We anticipate seeking third-party collaborators for the research, development and commercialization of some of our product candidates. Our likely collaborators in any future collaboration arrangements we may enter into include large and mid-size pharmaceutical companies and biotechnology companies. If we were to enter into any collaboration arrangements with third parties, those agreements may limit our control over the amount and timing of resources that our collaborators dedicate to the development and commercialization of any product candidates we may seek to develop with them. We cannot predict the success of any collaboration in which we have entered or may enter.

Collaborations involving our research programs or any product candidates we may develop pose the following risks to us:

•    Collaborators have significant discretion in determining the efforts and resources that they will apply to these collaborations.

• Collaborators may not pursue development and commercialization of any product candidates we may develop or may elect not to continue or renew development or commercialization programs based on clinical trial results, changes in the collaborator's strategic focus or market considerations or available funding or external factors such as an acquisition or business combination that diverts resources or creates competing priorities. If this were to happen, we may need additional capital to pursue further development or commercialization of the applicable product candidates.

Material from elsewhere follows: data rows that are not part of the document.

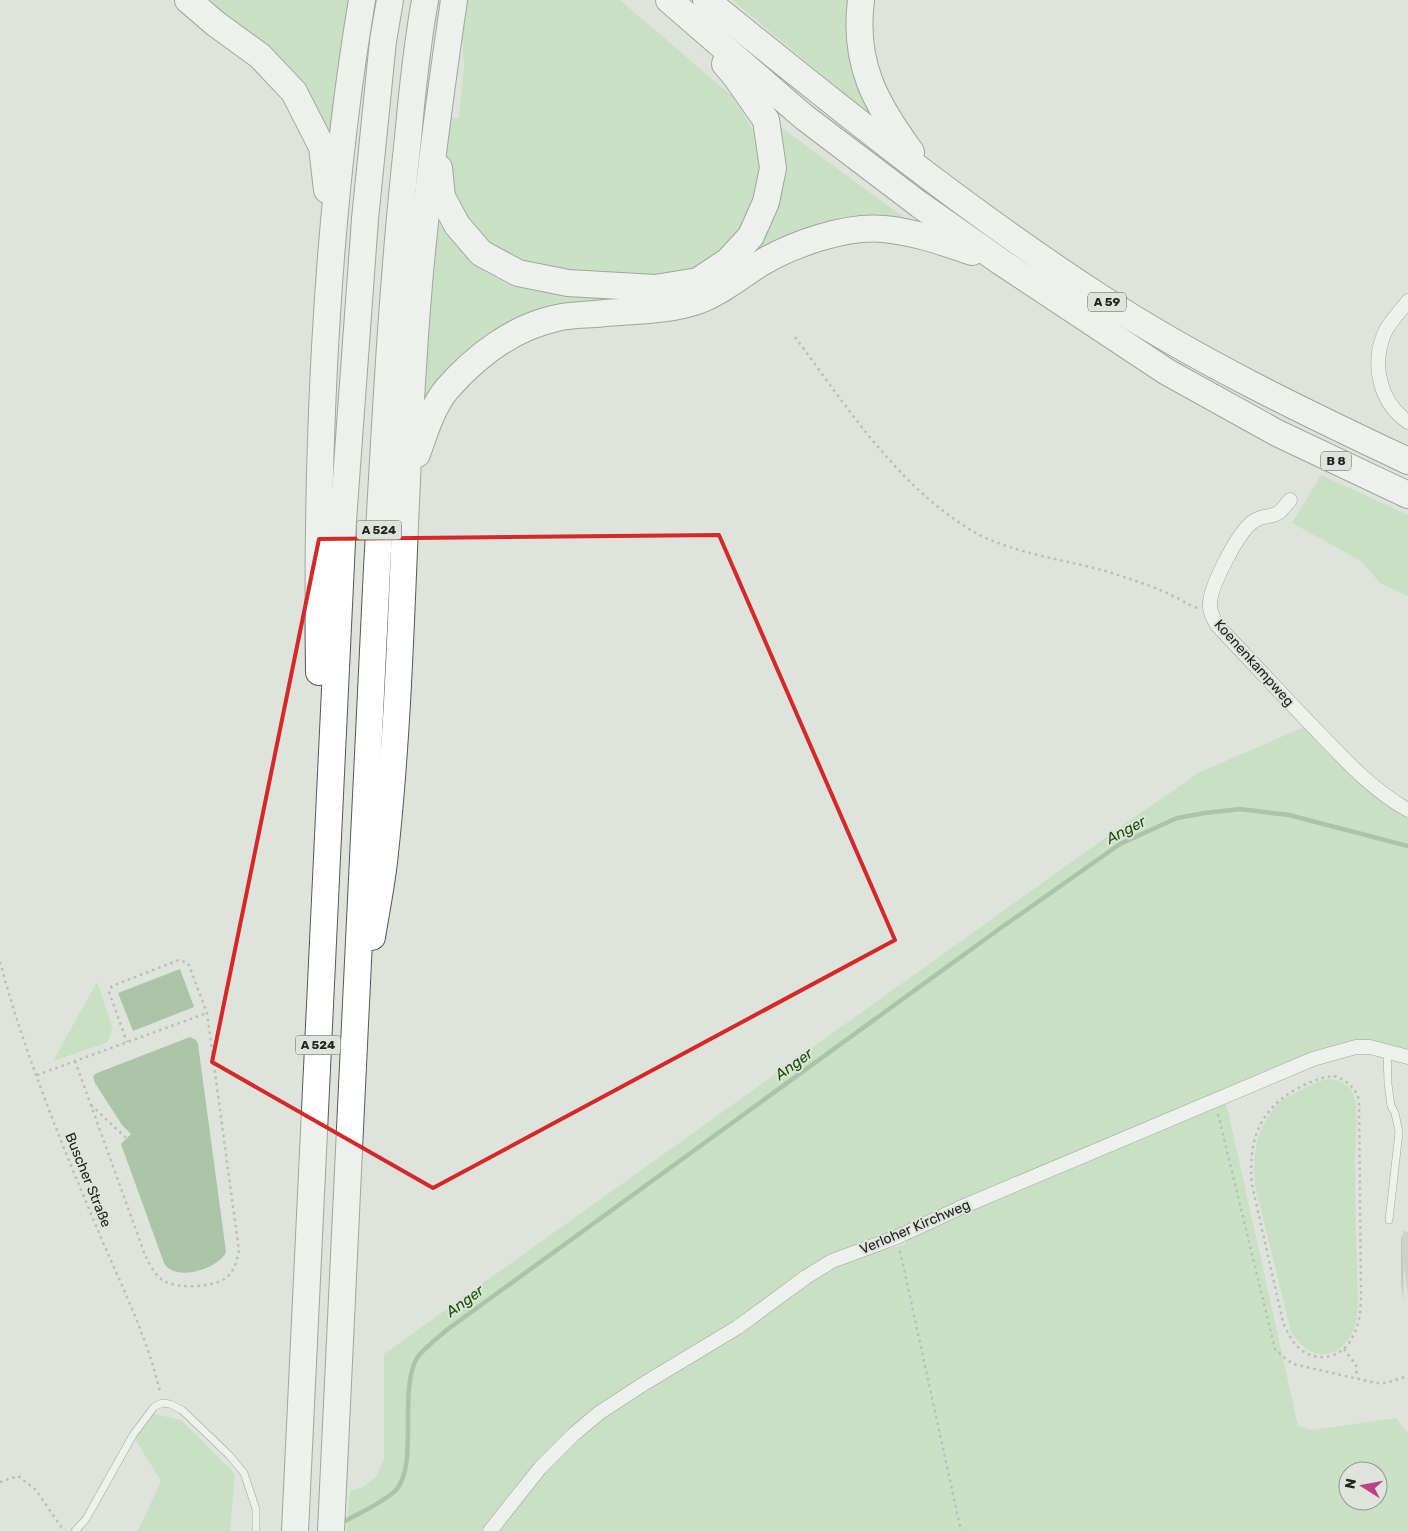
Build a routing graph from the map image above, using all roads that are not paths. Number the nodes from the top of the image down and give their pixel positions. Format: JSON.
{"nodes":[{"id":1,"x":188,"y":0,"type":"edge"},
{"id":2,"x":362,"y":0,"type":"edge"},
{"id":3,"x":390,"y":0,"type":"edge"},
{"id":4,"x":425,"y":0,"type":"edge"},
{"id":5,"x":454,"y":0,"type":"edge"},
{"id":6,"x":706,"y":0,"type":"edge"},
{"id":7,"x":861,"y":0,"type":"edge"},
{"id":8,"x":673,"y":4,"type":"edge"},
{"id":9,"x":441,"y":86,"type":"junction"},
{"id":10,"x":931,"y":179,"type":"junction"},
{"id":11,"x":332,"y":239,"type":"junction"},
{"id":12,"x":1001,"y":262,"type":"junction"},
{"id":13,"x":1408,"y":301,"type":"edge"},
{"id":14,"x":1294,"y":408,"type":"joint"},
{"id":15,"x":1408,"y":422,"type":"edge"},
{"id":16,"x":1277,"y":433,"type":"joint"},
{"id":17,"x":1408,"y":461,"type":"edge"},
{"id":18,"x":1408,"y":495,"type":"edge"},
{"id":19,"x":1290,"y":500,"type":"dead end"},
{"id":20,"x":406,"y":511,"type":"junction"},
{"id":21,"x":1408,"y":810,"type":"edge"},
{"id":22,"x":328,"y":815,"type":"junction"},
{"id":23,"x":1387,"y":1051,"type":"junction"},
{"id":24,"x":1408,"y":1057,"type":"edge"},
{"id":25,"x":353,"y":1061,"type":"junction"},
{"id":26,"x":1389,"y":1220,"type":"dead end"},
{"id":27,"x":331,"y":1521,"type":"edge"},
{"id":28,"x":74,"y":1531,"type":"edge"},
{"id":29,"x":256,"y":1531,"type":"edge"},
{"id":30,"x":295,"y":1531,"type":"edge"},
{"id":31,"x":490,"y":1531,"type":"edge"}],
"edges":[{"from":1,"to":11,"type":"highway"},
{"from":2,"to":11,"type":"highway"},
{"from":3,"to":22,"type":"highway","number":"A 524"},
{"from":4,"to":25,"type":"highway","number":"A 524"},
{"from":5,"to":9,"type":"highway"},
{"from":6,"to":10,"type":"highway","number":"A 59"},
{"from":7,"to":10,"type":"highway"},
{"from":8,"to":9,"type":"highway"},
{"from":8,"to":12,"type":"highway","number":"A 59"},
{"from":9,"to":20,"type":"highway"},
{"from":10,"to":14,"type":"highway","number":"A 59"},
{"from":11,"to":22,"type":"highway"},
{"from":12,"to":16,"type":"highway","number":"A 59"},
{"from":12,"to":20,"type":"highway"},
{"from":13,"to":15,"type":"street"},
{"from":14,"to":17,"type":"highway","number":"B 8"},
{"from":16,"to":18,"type":"highway","number":"B 8"},
{"from":19,"to":21,"type":"street","name":"Koenenkampweg"},
{"from":20,"to":25,"type":"highway"},
{"from":22,"to":30,"type":"highway","number":"A 524"},
{"from":23,"to":24,"type":"street","name":"Verloher Kirchweg"},
{"from":23,"to":26,"type":"lane"},
{"from":23,"to":31,"type":"street","name":"Verloher Kirchweg"},
{"from":25,"to":27,"type":"highway","number":"A 524"},
{"from":28,"to":29,"type":"lane"}]}
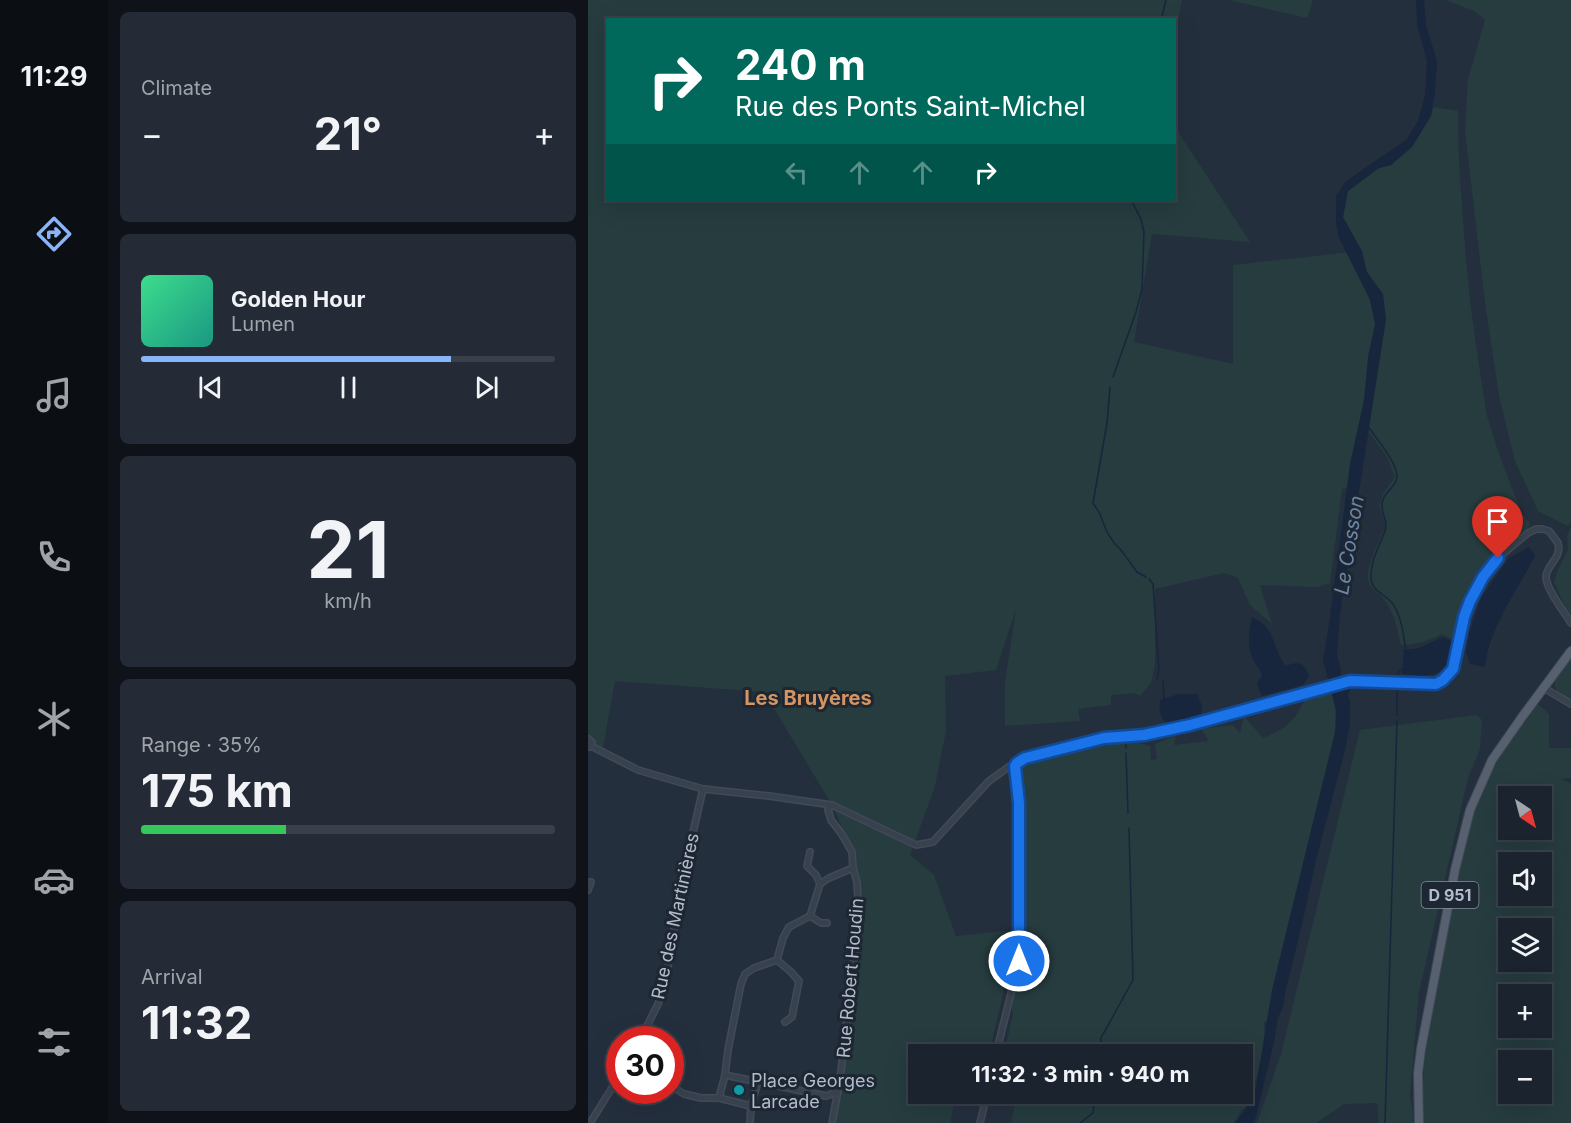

• Collaborators may delay clinical trials, provide insufficient funding for a clinical trial program, stop a clinical trial or abandon a product candidate, repeat or conduct new clinical trials or require a new formulation of a product candidate for clinical testing.

• Collaborators could independently develop, or develop with third parties, products that compete directly or indirectly with our products or product candidates if the collaborators believe that competitive products are more likely to be successfully developed or can be commercialized under terms that are more economically attractive than ours.

• Subject to certain diligence obligations, collaborators with marketing and distribution rights to one or more products may not commit sufficient resources to the marketing and distribution of such product or products.
• Collaborators may not properly obtain, maintain, enforce or defend our intellectual property or proprietary rights or may use proprietary information in a way that could jeopardize or invalidate our proprietary information or expose us to potential litigation.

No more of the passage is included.